Есть шуточная фотография, сделанная около 1855 года, на которой Курбе беседует с самим собой. Обе стороны целиком поглощены беседой. Его автопортреты написаны с внимательной чувственностью, граничащей с нарциссизмом, а позы, которые он себе придает, часто напоминают об иконографии Христа. (Анархист Прудон, его друг-философ, тоже не стеснялся этого сравнения; чего стоит его замечание: «Если я найду двенадцать ткачей, то, без сомнения, завоюю мир».) На картине «Встреча» (1854) Курбе, только что вышедшего из экипажа, исчезающего в левой кулисе, приветствуют его друг и меценат Альфред Брюйя со своим слугой Кала. Трудно решить, кто из этих двоих выглядит более подобострастно. Брюйя снял шляпу, приветствуя Курбе, тогда как Курбе держит шляпу в руке, потому что, будучи свободным художником, предпочитает так прогуливаться; Брюйя опустил взгляд долу, а Курбе вскинул голову, наставив на собеседника бороду, как указующий перст. Для пущего эффекта палка в руках художника вдвое больше, чем трость его патрона. В происходящем нет никаких сомнений: художник проводит собеседование, проверяя мецената на пригодность, но никак не наоборот. Картину ехидно прозвали «Богатство кланяется гению». Как далеко мы ушли от тех дней, когда патрон или донатор преклонял колена на картине бок о бок со святыми, а художник в лучшем случае мог изобразить себя с краю в толпе крестьян.

Или возьмем «Мастерскую, или Реальную аллегорию, характеризующую семилетний период моей творческой жизни» (1854–1855): справа друзья и меценаты, слева обитатели дольнего мира, в центре – художник и обнаженная модель. Курбе назвал картину «нравственной и физической историей моей мастерской», а еще, вполне естественно, «самой удивительной картиной, какую можно представить». Он наслаждался ее загадочностью: критики «зайдут в тупик», картина будет «провоцировать все новые предположения». Что она и делает до сих пор. Кто эти люди, стоящие порознь и явно непохожие на реальных посетителей студии Курбе? Откуда падает свет? Зачем на картине натурщица, если художник пишет пейзаж – и почему он пишет его в студии? И так далее. Но как бы мы ни пытались снова и снова разгадать загадку – это политическая карикатура? Есть ли в ней масонская символика? (в случае сомнения всегда привлекай масонов) – никто не спорит о смысловом центре картины – фигуре самого Курбе за работой. Казалось бы, она слишком мала, чтобы собрать воедино гигантскую композицию, но образ мастера с кистью в руке обладает такой мощью, что, очевидно, должен справиться с задачей.

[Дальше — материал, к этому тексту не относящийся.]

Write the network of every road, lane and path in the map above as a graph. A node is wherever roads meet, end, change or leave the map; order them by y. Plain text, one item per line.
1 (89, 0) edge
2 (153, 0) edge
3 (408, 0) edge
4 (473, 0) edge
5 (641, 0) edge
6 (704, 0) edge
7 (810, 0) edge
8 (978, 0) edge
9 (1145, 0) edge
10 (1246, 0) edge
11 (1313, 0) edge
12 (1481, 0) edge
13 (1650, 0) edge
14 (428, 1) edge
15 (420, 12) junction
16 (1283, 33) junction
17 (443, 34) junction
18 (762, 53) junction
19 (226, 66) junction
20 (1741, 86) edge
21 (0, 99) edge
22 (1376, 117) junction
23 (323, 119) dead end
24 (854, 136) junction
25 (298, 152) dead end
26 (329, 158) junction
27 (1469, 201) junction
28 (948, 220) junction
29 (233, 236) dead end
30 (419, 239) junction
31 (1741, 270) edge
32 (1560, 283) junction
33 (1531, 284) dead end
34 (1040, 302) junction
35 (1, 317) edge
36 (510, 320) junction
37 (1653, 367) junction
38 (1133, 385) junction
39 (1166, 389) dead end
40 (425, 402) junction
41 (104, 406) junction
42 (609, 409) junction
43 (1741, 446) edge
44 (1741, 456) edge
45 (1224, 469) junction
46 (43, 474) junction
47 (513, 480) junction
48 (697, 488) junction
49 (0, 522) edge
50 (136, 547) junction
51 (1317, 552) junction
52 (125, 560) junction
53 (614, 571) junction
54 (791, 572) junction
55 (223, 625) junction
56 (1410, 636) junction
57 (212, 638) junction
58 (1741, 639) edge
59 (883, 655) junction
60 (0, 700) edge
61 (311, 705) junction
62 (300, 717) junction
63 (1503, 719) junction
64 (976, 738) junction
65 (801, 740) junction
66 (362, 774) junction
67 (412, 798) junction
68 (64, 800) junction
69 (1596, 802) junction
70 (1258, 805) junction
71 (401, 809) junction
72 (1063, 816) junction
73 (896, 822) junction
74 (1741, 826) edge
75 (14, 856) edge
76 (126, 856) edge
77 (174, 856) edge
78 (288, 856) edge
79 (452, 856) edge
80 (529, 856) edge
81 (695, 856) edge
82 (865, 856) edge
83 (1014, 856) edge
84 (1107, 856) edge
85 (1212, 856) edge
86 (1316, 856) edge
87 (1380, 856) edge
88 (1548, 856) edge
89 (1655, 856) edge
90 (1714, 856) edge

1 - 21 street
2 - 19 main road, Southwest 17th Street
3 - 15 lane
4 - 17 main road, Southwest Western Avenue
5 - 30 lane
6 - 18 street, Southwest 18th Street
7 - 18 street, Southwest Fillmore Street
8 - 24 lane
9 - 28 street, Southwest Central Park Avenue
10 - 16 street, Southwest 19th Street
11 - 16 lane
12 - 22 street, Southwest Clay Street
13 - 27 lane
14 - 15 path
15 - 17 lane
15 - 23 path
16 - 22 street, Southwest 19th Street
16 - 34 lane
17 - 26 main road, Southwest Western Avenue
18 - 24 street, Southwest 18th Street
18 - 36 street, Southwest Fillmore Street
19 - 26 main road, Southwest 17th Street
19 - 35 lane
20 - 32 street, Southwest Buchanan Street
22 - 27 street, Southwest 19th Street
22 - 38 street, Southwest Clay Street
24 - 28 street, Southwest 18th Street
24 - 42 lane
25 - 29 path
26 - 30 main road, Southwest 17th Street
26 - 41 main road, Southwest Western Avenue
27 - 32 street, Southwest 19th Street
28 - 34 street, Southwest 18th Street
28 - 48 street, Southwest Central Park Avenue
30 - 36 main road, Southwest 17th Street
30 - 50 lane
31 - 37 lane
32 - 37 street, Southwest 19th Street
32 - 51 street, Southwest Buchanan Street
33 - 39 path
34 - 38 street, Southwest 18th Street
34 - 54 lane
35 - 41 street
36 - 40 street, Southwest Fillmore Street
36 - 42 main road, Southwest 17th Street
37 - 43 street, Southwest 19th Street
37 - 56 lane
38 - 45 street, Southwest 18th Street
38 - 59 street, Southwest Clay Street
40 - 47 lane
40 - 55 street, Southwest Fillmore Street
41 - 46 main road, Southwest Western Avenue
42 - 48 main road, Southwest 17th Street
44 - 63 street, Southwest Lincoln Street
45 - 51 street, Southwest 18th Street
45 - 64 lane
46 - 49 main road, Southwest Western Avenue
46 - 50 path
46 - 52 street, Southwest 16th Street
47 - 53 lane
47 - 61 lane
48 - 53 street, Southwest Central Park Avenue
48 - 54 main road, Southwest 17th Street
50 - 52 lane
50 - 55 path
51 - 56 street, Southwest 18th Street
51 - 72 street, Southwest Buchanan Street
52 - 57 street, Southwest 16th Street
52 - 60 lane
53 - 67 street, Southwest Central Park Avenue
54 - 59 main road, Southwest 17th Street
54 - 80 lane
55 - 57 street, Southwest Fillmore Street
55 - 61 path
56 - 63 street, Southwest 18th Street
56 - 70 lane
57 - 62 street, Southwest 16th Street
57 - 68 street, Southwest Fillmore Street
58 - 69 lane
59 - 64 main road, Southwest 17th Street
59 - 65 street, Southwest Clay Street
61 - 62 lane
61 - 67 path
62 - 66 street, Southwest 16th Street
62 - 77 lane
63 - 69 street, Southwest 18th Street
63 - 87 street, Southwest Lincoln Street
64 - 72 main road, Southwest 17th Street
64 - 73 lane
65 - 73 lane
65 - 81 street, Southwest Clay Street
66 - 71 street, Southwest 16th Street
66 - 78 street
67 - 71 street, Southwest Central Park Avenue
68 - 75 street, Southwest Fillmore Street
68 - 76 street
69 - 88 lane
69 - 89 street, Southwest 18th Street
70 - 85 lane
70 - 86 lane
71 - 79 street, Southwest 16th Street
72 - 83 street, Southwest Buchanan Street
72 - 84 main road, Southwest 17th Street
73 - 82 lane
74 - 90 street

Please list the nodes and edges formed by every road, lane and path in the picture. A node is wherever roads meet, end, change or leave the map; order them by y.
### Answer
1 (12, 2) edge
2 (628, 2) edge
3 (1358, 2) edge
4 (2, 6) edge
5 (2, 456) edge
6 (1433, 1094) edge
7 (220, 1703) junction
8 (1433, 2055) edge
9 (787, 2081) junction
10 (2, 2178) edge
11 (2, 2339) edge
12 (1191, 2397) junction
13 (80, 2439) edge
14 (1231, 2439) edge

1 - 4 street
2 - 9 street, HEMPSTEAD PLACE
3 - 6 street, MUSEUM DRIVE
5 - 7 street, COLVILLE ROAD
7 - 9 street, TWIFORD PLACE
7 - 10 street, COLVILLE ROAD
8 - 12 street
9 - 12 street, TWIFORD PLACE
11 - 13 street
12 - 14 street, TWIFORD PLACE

Гюстав Курбе. Встреча. Фрагмент. 1854. Музей Фабра, Монпелье. Фото: Bridgeman Images.


Полезно увидеть «Мастерскую» в зале Музея Орсе, где она висит прямо напротив самой ранней из великих картин Курбе – «Похороны в Орнане» (1849). Последняя построена по принципу грандиозного фриза, стесненного рамой; силуэтам плакальщиков вторит гряда утесов вдалеке, а верх композиции решительно обрезан, и видна лишь узкая полоса неба – только чтобы уместить и акцентировать воздетое распятие. Эта суровость и сосредоточенность подчеркивают разбросанность «Мастерской» и в особенности тот факт, что две пятых этого полотна занимает фон над фигурами людей – большая площадь, покрытая грязноватыми лессировками. Композицией она может напомнить средневековый триптих: по сторонам рай и ад, вверху – обширный небесный свод. А что у нас в центре? Христос с Девой Марией? Господь с Евой? Ну, сидящий там Курбе с моделью, во всяком случае, заново создает мир. Возможно, здесь кроется ответ на вопрос, почему Курбе пишет пейзаж в студии, а не на пленэре: он не просто воспроизводит известный, сложившийся мир – он творит новый. Отныне, говорит картина, мир создает не Бог, а художник (кстати, Курбе однажды сказал писателю Франсису Вею: «Я пишу, как Господь Бог»). В таком прочтении «Мастерская» – это, в зависимости от вашей позиции, либо колоссальное богохульство, либо провозглашение первостепенной ценности искусства. Либо и то и другое.